Last night I found myself thinking about Becky. She was a good friend of mine from church as I was growing up in Doylestown. She was happy and kind and so sweet. I hardly have a memory of her where she wasn't happy, or trying to help someone else. When I last saw her, she was thin - emaciated. Her hair was gone and her lips were chapped. She was in pain. She cried. I cried, too. She kept pushing this silly button that kept beeping at her, telling her that something was wrong. Something was very wrong. She wasn't supposed to be like this. She wasn't supposed to be away from her two little boys. She wasn't supposed to not be pregnant anymore. Why was she wearing that gown that ties in the back when she used to dress so cute? She was finally getting her baby girl. Just like me. We were both going to have two boys and a new baby girl. But, there were complications. Invasive, horrible, sickly, cancer complications.
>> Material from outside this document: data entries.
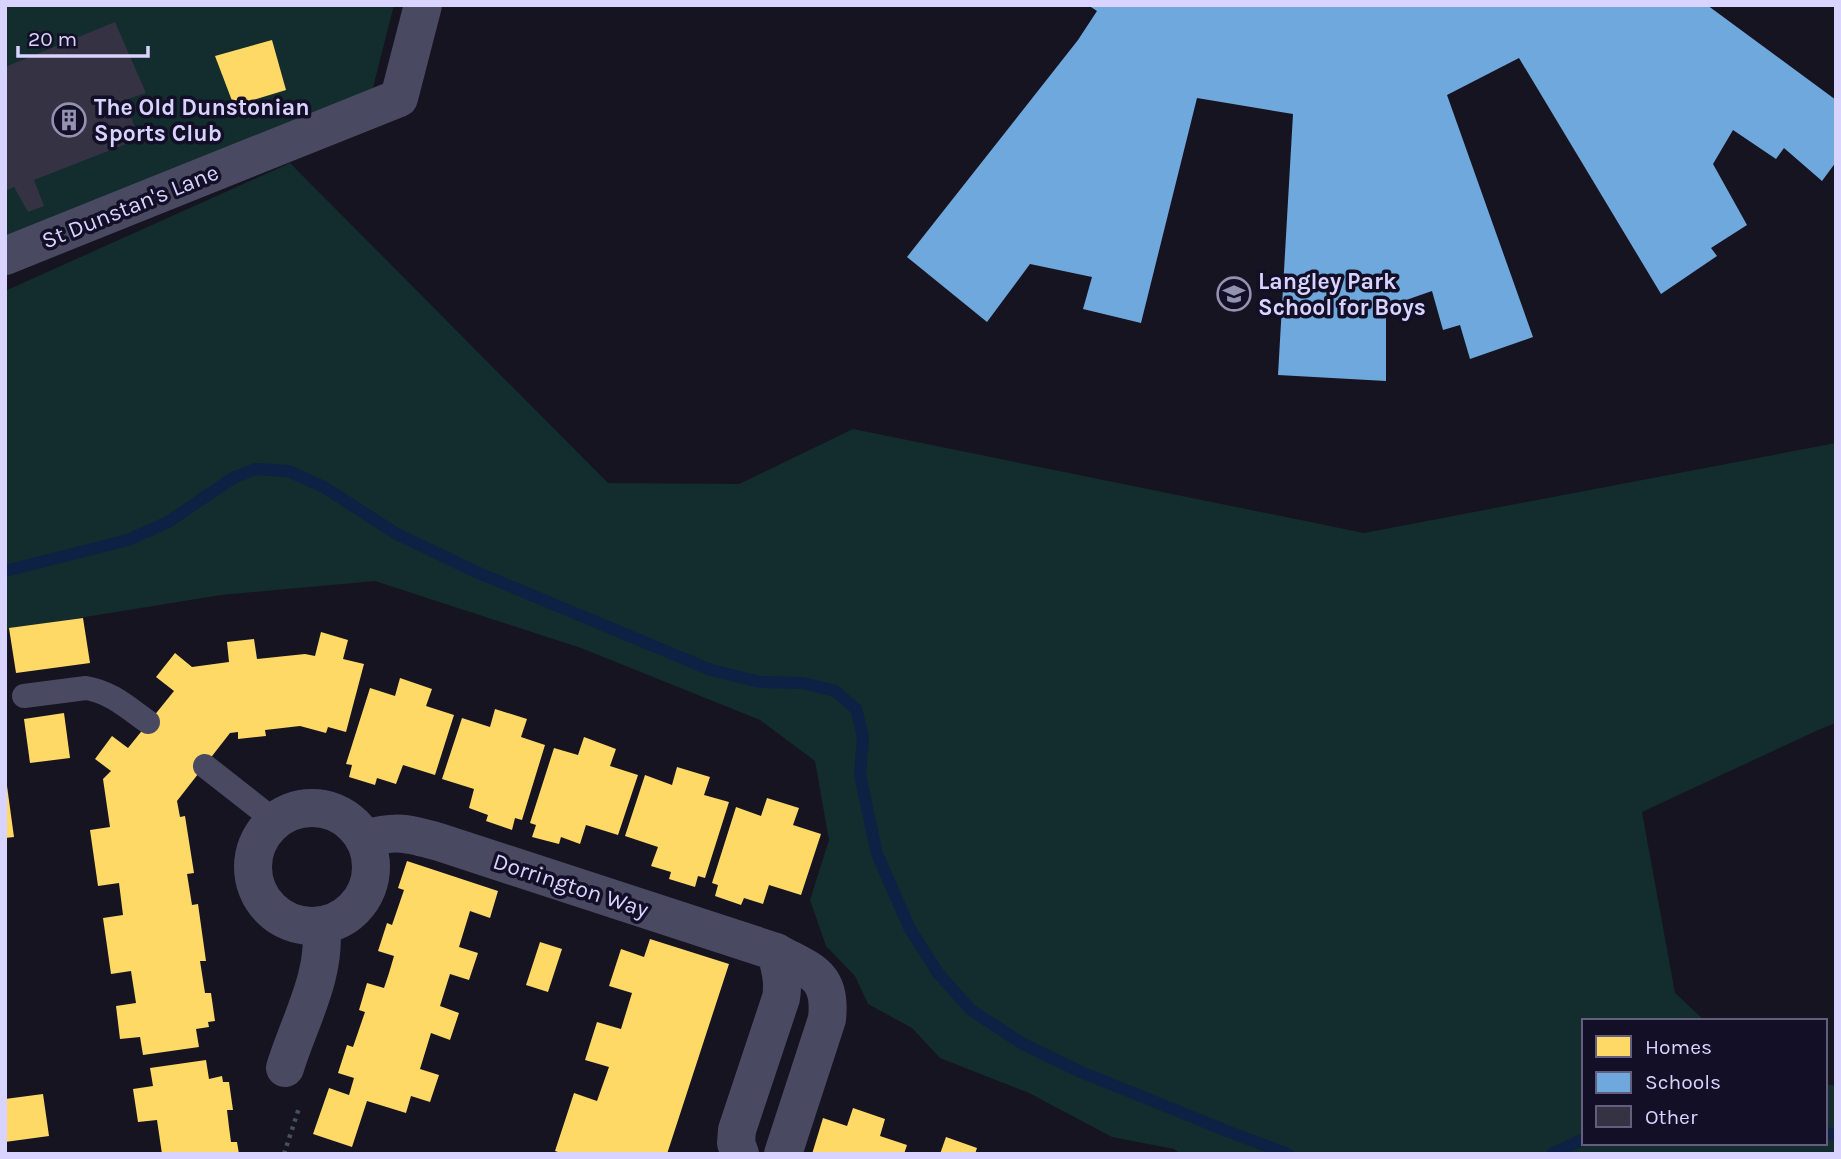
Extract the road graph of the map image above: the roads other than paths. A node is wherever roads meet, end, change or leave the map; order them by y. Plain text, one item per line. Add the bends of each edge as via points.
1 (423, 5) edge
2 (5, 256) edge
3 (24, 696) dead end
4 (148, 722) dead end
5 (205, 766) dead end
6 (275, 821) junction
7 (364, 839) junction
8 (321, 926) junction
9 (776, 952) junction
10 (285, 1068) dead end
11 (740, 1154) edge
12 (783, 1154) edge

1 - 2 street, St Dunstan's Lane via 399,98
3 - 4 lane via 96,690
5 - 6 lane
6 - 7 street via 289,812 329,810 345,818
6 - 8 street via 254,854 254,879 261,897 283,919
7 - 8 street via 371,866 369,884 348,914
7 - 9 street, Dorrington Way via 386,833 421,837
8 - 10 street via 319,971
9 - 11 street via 782,973 781,998 737,1130
9 - 12 street, Dorrington Way via 818,976 829,1003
I rubbed her feet. I wonder now if it hurt her at all? I wanted so badly to somehow show her how much it hurt to see her in so much pain. How my heart broke for her. I hold my beautiful little girl and I think of Becky. I think of her Mom and how she must have felt, watching her only daughter die. I think of how Becky would have held her little baby girl, if leukemia wouldn't have taken her away. Both of them.
I'm praying for you Nannette. I'm sure you think of her everyday. I'm thinking of her, too.
I am so glad we were able to go up and see her.